- Task objective:
Show all the lines in the data below that include the word "every".

- Dataset records:
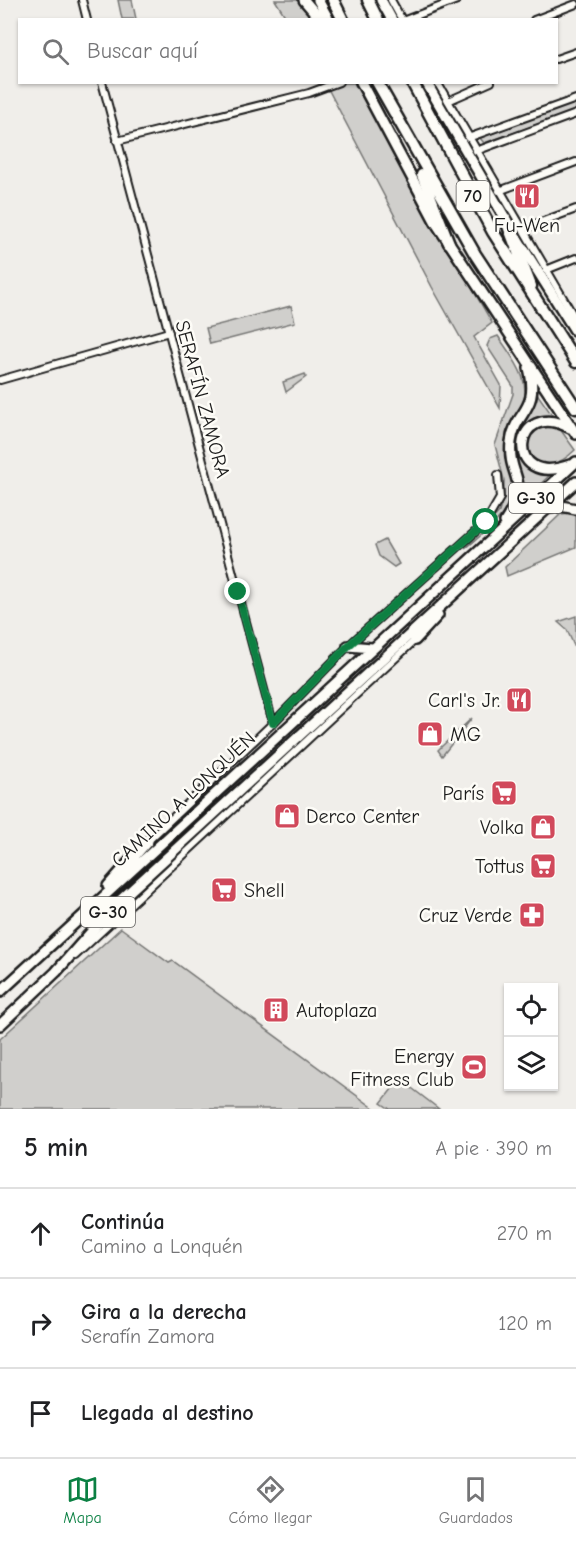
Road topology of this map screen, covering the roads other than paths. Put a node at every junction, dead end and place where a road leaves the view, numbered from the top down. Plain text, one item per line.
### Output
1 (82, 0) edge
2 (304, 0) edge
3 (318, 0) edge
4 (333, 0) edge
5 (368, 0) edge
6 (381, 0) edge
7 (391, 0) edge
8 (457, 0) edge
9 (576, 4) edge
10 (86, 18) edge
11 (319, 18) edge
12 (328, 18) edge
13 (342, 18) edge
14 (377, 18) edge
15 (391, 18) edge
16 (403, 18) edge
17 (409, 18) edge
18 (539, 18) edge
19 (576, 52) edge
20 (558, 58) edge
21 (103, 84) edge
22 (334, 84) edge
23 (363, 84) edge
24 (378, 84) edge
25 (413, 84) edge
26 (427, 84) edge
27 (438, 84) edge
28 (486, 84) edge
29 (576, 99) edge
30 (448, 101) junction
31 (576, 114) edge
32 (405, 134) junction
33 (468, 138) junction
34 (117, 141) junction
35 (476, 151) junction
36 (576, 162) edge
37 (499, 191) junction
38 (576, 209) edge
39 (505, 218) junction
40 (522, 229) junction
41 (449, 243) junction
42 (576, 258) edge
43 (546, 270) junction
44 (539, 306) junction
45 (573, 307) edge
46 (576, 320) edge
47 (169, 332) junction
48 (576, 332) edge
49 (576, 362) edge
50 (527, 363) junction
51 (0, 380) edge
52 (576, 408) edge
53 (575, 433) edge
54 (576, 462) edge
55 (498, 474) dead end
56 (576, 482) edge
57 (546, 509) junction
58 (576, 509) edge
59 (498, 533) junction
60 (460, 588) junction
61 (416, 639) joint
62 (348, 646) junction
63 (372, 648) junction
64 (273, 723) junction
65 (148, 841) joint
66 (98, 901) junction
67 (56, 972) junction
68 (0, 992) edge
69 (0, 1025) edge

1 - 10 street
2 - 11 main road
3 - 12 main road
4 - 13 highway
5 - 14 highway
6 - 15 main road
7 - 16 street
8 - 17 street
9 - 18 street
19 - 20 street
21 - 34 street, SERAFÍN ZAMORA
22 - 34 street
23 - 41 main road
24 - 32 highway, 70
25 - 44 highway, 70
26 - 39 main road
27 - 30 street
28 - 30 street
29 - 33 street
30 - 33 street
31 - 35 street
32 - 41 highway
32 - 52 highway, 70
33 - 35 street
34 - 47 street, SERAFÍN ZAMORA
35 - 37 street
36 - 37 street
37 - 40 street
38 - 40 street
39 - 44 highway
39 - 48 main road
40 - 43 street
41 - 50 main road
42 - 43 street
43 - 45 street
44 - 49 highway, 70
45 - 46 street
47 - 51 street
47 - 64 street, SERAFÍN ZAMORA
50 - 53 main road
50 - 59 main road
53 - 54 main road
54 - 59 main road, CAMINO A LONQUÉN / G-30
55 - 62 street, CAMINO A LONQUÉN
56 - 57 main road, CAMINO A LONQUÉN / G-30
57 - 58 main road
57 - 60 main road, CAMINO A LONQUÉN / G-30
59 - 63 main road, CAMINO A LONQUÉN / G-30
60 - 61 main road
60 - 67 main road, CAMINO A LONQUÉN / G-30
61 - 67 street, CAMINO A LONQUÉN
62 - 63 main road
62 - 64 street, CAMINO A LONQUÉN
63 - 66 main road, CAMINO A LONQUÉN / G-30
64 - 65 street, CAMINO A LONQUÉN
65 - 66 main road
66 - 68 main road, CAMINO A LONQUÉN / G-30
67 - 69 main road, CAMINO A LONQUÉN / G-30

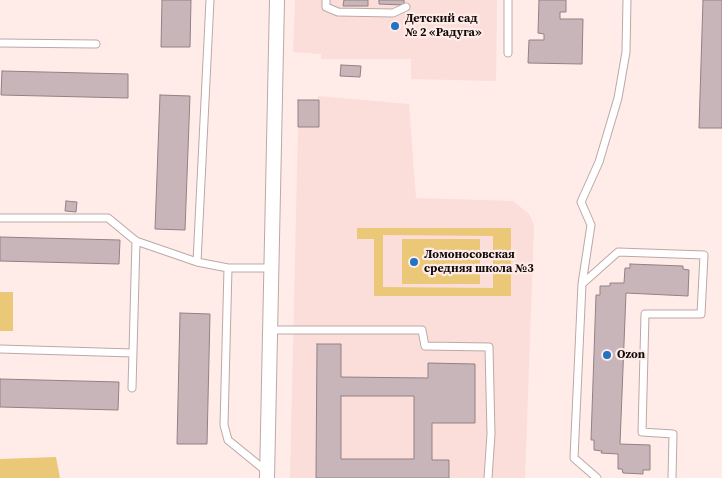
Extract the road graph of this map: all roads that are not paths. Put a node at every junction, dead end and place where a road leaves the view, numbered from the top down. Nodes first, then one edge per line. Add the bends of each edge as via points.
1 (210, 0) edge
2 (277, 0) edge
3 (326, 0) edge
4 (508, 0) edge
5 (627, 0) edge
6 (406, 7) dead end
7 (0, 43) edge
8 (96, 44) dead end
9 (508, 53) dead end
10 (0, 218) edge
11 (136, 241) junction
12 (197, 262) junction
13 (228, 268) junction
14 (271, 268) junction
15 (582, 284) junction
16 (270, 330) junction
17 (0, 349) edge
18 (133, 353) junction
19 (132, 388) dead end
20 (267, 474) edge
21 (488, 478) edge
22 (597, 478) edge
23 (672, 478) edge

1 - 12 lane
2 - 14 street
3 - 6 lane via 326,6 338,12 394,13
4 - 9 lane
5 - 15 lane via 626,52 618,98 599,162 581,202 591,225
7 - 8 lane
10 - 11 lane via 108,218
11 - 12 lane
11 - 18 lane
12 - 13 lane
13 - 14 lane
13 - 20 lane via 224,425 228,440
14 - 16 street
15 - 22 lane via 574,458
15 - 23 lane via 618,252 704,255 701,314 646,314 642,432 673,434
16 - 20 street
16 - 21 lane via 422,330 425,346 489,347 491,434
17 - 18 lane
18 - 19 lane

- Answer:
Road topology of this map screen, covering the roads other than paths. Put a node at every junction, dead end and place where a road leaves the view, numbered from the top down. Plain text, one item per line.
Extract the road graph of this map: all roads that are not paths. Put a node at every junction, dead end and place where a road leaves the view, numbered from the top down. Nodes first, then one edge per line. Add the bends of each edge as via points.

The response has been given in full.